Axsome Therapeutics said Monday that one of its experimental drugs succeeded in a late-stage study of Alzheimer’s disease patients who show signs of agitation.On average, the patients who were given Axsome’s drug, called AXS-05, had significantly larger drops on a scale that rates agitation than those given a placebo. AXS-05 also performed better than a comparator drug included in the study. Axsome said its drug was well tolerated, with 1% to 2% of patients experiencing serious side effects across all the study arms and none deemed related to AXS-05. Investors reacted positively to the results, sending Axsome’s share price up 43% to $109.13 by market’s open Monday. The biotech said it plans to discuss its data with the Food and Drug Administration. Currently, there are no FDA-approved treatments for Alzheimer’s disease agitation.

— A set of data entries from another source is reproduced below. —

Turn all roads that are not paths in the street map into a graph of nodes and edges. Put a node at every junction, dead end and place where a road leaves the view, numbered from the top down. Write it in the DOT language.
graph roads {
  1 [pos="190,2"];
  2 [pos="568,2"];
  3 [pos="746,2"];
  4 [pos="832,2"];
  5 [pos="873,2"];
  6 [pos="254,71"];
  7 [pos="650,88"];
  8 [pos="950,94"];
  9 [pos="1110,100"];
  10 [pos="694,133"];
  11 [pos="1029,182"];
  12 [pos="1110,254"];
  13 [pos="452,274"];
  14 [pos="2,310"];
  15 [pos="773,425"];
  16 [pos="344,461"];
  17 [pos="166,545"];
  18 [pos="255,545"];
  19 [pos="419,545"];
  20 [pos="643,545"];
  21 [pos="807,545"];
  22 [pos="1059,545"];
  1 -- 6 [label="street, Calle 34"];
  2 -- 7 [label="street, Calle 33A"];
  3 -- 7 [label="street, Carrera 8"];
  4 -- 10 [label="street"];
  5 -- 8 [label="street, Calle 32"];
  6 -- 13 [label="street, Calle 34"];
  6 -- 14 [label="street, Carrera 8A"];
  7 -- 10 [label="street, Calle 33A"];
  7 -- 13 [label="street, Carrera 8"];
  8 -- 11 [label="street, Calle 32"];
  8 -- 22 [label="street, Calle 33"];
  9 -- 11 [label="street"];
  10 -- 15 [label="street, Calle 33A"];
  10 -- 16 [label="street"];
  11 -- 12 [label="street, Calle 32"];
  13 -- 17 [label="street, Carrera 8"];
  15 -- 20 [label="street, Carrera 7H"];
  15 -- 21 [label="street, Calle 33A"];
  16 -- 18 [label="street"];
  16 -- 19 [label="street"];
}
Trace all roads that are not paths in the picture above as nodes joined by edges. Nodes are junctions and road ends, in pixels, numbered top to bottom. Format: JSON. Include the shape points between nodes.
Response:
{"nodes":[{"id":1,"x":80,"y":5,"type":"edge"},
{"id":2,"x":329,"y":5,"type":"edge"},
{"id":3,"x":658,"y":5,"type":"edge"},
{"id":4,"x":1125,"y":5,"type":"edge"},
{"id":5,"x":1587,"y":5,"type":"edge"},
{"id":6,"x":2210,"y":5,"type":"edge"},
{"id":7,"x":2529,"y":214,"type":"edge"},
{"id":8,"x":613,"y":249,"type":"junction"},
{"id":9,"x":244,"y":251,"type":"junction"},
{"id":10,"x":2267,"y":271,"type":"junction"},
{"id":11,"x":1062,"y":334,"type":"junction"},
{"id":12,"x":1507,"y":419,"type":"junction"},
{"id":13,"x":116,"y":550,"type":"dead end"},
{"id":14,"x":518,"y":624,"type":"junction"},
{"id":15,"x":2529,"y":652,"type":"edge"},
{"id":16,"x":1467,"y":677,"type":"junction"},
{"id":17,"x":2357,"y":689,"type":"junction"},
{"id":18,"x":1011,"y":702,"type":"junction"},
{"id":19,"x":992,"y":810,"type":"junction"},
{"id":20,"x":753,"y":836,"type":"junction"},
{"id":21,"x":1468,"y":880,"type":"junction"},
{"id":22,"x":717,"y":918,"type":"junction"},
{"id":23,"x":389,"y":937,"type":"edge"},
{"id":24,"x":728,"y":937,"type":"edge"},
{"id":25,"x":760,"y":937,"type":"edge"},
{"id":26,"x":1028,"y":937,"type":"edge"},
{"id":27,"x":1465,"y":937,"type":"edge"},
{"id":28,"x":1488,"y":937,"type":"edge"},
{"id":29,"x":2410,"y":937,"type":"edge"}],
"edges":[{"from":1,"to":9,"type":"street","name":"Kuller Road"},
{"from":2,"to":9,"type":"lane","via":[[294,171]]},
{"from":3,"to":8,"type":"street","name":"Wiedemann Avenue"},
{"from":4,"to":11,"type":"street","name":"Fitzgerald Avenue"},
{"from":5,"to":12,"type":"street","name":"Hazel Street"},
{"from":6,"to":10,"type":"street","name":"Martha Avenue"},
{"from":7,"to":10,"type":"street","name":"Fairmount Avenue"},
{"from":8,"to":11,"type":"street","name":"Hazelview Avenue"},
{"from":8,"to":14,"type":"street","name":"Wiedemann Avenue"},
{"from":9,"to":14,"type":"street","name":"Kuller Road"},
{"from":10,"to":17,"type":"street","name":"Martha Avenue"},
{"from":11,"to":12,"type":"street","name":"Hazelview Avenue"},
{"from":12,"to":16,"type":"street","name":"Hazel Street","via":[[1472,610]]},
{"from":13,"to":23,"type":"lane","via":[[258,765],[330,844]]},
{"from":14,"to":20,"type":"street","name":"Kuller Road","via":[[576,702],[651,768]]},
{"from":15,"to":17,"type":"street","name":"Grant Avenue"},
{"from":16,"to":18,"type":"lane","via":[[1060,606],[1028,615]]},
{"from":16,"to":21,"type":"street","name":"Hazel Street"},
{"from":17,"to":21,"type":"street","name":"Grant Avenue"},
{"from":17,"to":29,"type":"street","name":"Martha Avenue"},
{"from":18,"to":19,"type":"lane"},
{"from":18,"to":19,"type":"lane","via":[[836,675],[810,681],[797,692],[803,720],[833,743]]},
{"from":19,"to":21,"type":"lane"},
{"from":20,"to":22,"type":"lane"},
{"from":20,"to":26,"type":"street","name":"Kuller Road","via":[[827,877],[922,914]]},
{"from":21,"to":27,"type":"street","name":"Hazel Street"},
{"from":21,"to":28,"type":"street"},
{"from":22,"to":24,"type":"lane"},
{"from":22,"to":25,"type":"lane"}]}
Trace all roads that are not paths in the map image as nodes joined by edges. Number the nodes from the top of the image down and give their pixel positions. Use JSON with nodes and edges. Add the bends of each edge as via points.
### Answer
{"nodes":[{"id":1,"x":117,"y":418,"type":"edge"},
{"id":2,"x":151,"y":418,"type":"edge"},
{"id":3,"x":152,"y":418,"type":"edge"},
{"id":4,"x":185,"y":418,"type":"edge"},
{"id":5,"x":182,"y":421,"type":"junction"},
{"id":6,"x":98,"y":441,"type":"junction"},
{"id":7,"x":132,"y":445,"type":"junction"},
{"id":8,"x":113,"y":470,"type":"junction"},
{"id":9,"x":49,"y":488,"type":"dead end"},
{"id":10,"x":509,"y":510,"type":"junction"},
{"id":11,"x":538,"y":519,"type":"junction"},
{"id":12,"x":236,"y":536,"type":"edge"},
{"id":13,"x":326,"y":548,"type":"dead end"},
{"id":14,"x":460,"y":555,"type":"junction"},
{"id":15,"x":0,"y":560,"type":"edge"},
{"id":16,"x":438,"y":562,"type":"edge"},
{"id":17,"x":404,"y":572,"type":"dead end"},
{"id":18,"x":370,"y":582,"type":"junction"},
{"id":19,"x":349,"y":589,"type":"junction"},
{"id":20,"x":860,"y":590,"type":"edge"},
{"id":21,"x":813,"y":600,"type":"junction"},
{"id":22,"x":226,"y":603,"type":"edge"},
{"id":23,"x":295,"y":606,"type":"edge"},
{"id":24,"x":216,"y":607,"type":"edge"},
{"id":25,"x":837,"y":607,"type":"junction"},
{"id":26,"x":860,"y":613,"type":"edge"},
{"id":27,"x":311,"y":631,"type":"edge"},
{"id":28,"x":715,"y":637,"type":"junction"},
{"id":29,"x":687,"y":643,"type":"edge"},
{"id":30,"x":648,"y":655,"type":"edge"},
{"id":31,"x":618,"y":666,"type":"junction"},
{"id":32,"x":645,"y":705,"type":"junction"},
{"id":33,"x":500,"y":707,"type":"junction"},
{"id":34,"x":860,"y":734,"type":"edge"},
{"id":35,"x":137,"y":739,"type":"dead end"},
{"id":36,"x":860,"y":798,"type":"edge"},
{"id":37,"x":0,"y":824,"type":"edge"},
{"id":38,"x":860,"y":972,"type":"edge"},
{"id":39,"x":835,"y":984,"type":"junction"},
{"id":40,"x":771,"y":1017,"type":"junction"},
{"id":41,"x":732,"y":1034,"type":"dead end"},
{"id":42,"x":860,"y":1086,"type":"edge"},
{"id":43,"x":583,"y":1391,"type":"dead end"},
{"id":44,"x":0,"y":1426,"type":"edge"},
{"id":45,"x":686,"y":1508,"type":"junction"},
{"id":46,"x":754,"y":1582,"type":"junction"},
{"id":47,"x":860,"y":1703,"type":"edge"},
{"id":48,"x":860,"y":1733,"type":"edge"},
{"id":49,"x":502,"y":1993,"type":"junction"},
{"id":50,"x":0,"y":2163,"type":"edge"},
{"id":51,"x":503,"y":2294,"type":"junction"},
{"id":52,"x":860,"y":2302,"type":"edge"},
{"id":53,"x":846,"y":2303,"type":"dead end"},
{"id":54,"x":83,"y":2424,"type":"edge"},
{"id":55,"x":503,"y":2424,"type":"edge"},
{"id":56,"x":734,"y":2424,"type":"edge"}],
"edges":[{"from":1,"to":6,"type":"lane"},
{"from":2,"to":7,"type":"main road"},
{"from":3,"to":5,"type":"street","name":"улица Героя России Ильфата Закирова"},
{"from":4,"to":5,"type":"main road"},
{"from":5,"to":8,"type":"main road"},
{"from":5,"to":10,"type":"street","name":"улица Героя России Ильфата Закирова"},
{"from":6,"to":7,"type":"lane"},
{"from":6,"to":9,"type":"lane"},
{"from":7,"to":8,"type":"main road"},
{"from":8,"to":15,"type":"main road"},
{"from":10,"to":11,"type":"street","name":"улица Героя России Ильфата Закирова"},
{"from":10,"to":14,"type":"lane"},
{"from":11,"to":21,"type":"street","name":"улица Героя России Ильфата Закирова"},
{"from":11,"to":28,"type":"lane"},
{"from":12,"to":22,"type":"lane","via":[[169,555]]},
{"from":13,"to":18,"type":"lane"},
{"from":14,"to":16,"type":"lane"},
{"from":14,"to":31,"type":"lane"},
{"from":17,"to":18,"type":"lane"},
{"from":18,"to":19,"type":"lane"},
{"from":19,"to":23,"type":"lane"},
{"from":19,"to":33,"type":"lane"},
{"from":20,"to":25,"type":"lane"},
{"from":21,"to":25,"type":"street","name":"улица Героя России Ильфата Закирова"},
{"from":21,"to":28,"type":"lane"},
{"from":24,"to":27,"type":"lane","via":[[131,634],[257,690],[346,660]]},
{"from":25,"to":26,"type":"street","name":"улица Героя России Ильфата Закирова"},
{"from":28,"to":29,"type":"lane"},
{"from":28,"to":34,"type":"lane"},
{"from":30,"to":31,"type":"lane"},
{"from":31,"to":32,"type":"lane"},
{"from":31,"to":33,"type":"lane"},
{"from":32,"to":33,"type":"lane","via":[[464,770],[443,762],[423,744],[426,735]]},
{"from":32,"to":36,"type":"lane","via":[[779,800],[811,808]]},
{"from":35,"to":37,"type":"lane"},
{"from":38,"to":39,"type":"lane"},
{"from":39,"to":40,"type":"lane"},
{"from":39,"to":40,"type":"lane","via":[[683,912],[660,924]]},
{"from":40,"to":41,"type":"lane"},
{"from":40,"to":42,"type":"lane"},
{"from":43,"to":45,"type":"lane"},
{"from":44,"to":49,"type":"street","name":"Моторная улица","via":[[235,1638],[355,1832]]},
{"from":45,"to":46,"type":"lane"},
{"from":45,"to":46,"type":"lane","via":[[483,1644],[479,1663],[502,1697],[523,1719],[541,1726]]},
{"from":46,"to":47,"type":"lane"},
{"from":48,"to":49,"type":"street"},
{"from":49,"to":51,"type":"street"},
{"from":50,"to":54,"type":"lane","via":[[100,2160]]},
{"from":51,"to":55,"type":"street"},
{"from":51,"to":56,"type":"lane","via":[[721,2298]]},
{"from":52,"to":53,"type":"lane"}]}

Landing positive data from a late-stage study can be particularly challenging for drugmakers going after brain or mood disorders. These studies are often built around subjective endpoints and scales that rely on patient responses or doctor interpretations, which can confound results. Many neuroscience programs have been derailed by better-than-expected responses from patients taking placebos.
Axsome, though, has bucked the odds, having reported two positive late-stage readouts for AXS-05 since December. The first, from a Phase 3 trial called GEMINI, showed the drug significantly outperformed placebo in improving symptoms of depression for patients with major depressive disorder. Axsome expects to submit AXS-05 for approval in that condition sometime between October and December.
The second, from a Phase 2/3 trial called ADVANCE-1, showed Alzehimer’s patients who were given the drug experienced, on average, a 15.4-point reduction in agitation over a five-week period. Patients in the placebo group, meanwhile, experienced an 11.5-point reduction. The trial measured patients’ agitation levels using the Cohen Mansfield Agitation Inventory, a rating scale that caregivers use to measure 29 agitated behaviors, including things such as pacing, restlessness, screaming, shouting and physical aggression.
According to Axsome, the results represent a 48% average reduction in agitation for patients treated with AXS-05 and a 38% reduction for those put on placebo. The company also said that 73% of patients receiving its drug achieved what’s considered a “clinical response” on the rating scale versus 57% receiving placebo.
“Agitation occurs in the majority of patients with Alzheimer’s disease, is very distressing to patients and their families, and is associated with greater risk of institutionalization and accelerated progression to severe dementia and death,” said Jeffrey Cummings, director emeritus of the Cleveland Clinic Lou Ruvo Center for Brain Health, in a statement released by Axsome.
“Given the lack of approved treatments for Alzheimer’s disease agitation, and the safety concerns and modest or uncertain efficacy of currently used off-label treatments, the AXS-05 study results represent a meaningful step forward toward urgently needed treatment for this serious complication of Alzheimer’s disease,” Cummings added.
AXS-05 is an oral drug made of two components: dextromethorphan and bupropion. The dextromethorphan component effectively regulates a neurotransmitter that controls mood and agitation, while the bupropion component is meant to increase the amount of dextromethorphan available in the body.
Axsome said the ADVANCE-1 data found AXS-05 to be superior to bupropion alone, which was the comparator drug, as measured by the rating scale. The company claims these data provide evidence that the dextromethorphan component is contributing to patient improvement.